I am thankful I had my children in Spain, where one could breast-feed anywhere at all and nobody gave a second glance. This was in the time of the Fascist dictator General Francisco Franco, whose ideas on public decency bordered on the fanatical, yet breast-feeding mothers were accepted by everybody as the natural part of life, which they are.
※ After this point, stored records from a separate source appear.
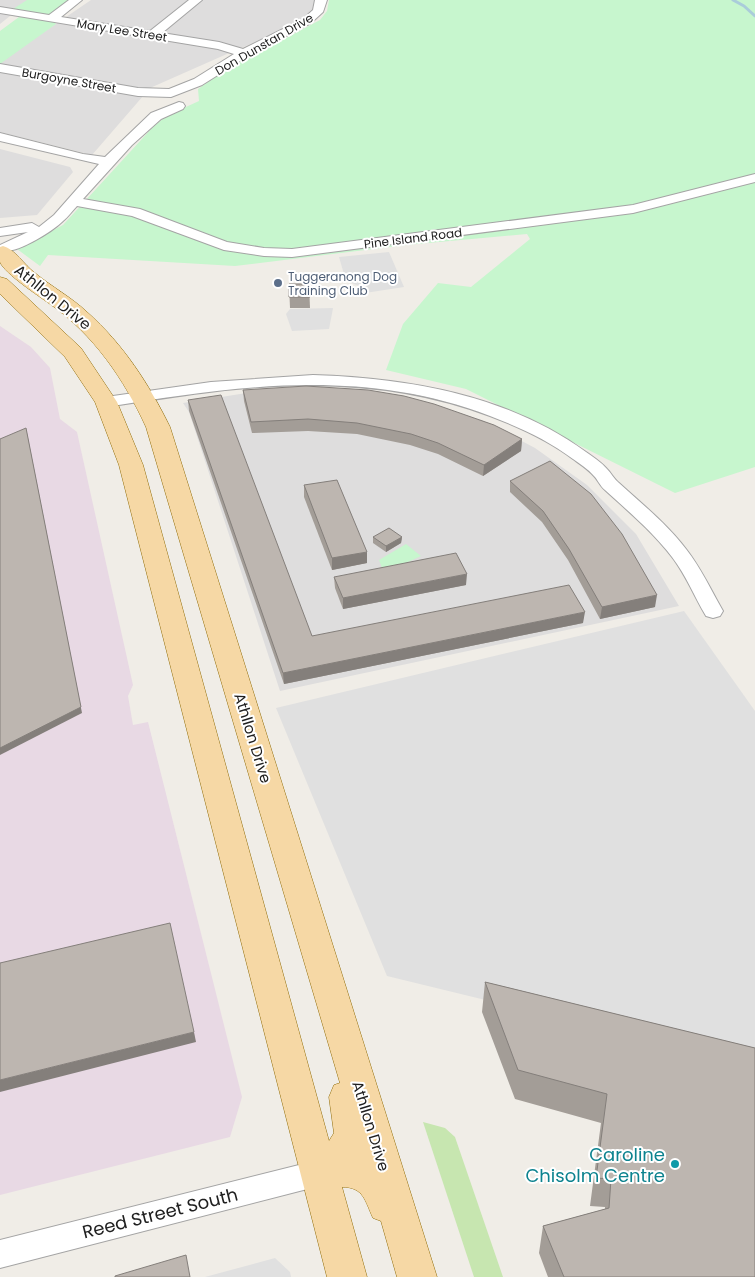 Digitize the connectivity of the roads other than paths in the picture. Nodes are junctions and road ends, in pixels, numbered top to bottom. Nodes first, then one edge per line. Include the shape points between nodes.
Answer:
1 (76, 0) edge
2 (196, 0) edge
3 (321, 0) edge
4 (0, 10) edge
5 (20, 14) junction
6 (50, 18) junction
7 (7, 23) dead end
8 (152, 35) junction
9 (244, 53) junction
10 (0, 68) edge
11 (198, 82) junction
12 (166, 97) junction
13 (192, 98) junction
14 (179, 106) junction
15 (156, 116) junction
16 (0, 137) edge
17 (108, 162) junction
18 (755, 178) edge
19 (75, 202) junction
20 (2, 245) edge
21 (0, 283) edge
22 (144, 396) junction
23 (106, 402) junction
24 (713, 611) dead end
25 (338, 1017) junction
26 (319, 1173) junction
27 (0, 1254) edge
28 (412, 1262) edge
29 (347, 1277) edge

1 - 6 street
2 - 8 street
3 - 9 street, Don Dunstan Drive via 321,6 308,22
4 - 5 street, Mary Lee Street
5 - 6 street, Mary Lee Street
5 - 7 street
6 - 8 street, Mary Lee Street
8 - 9 street, Mary Lee Street
9 - 11 street, Don Dunstan Drive
10 - 12 street, Burgoyne Street
11 - 12 street, Don Dunstan Drive
11 - 13 street, Don Dunstan Drive
12 - 13 street via 181,92
12 - 14 street via 165,105
12 - 15 street
13 - 14 street
14 - 15 street
15 - 17 street
16 - 17 street
17 - 19 street
18 - 19 street, Pine Island Road via 616,212 292,253 230,247 135,212
19 - 20 street via 44,230
20 - 22 main road, Athllon Drive via 15,268 78,315 103,340
21 - 23 main road, Athllon Drive via 73,353
22 - 23 street
22 - 24 street via 229,383 323,378 407,387 491,410 536,429 600,472 609,485 674,547
22 - 25 main road, Athllon Drive via 161,436
23 - 26 main road, Athllon Drive via 131,465
25 - 26 main road via 341,1063 353,1130 345,1153
25 - 28 main road, Athllon Drive
26 - 27 street, Reed Street South
26 - 28 main road via 349,1168 376,1182
26 - 29 main road, Athllon Drive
If there are people who find this natural procedure "offensive", or even "obscene", why do they not simply look elsewhere, which would in any case be more polite? It almost seems as though there are those who are looking for an opportunity to feel and express vicarious sentiments of shock and disgust

Suzanne Tiburtius

Canterbury, Kent

Close shave

Harriet Walker ("Tom Ford's life in fashion", 22 December) describes a bottle of aftershave "nestling between a fulsome pair of breasts". The word "fulsome" really means unctuous or oily but, having read the article on Ford, I think Ms Walker has got it about right.

David Hasell

Leatherhead, Surrey

Shut that door

Why are shops permitted to leave their doors open? Walking down High Street UK in the winter months is an unnerving experience as gales of heated air blast passers-by. The retailers' strategy may increase shoppers' footfall but it does nothing to reduce our carbon footprint. Shopkeepers caught with open doors should be fined. This would be an elementary but significant carbon tax. It would also increase public confidence in CCTV.

Steven Fogel

London EC4

Free internet

Shouvik Datta (letters, 11 December) says of the digital divide referred to in Johann Hari's 8 December article on the internet, "Only those with access to a computer and the financial means to open an account can use email, or surf the internet". In England, Wales and Northern Ireland, every one of the more than 4,000 public libraries offers access to computers and the internet. Library staff help people to get online and set up email accounts. In Orpington, Kent, where Mr Datta lives, library internet access is free.

Fiona Williams

President, The Society of Chief Librarians, York

All the Rage

In Tom Sutcliffe's article, "Online Activists can be a force for good" (22 December), he seems to imply that, to date, the efforts of online campaigners has had a negative impact. Those of us involved with the recent Rage Against the Machine campaign beg to differ. Aside from achieving a win for Rage, the combined efforts of those involved raised more than £85,000 for Shelter. We may not be toppling dictatorships yet but considering the amount of opposition we faced just trying to get an outside track to number one, is it any wonder?

Peter Lewis

Alresford, Hampshire

Labour love lost

Of course Labour support is rising despite their economic mismanagement. They created the mess. Let them clear it up.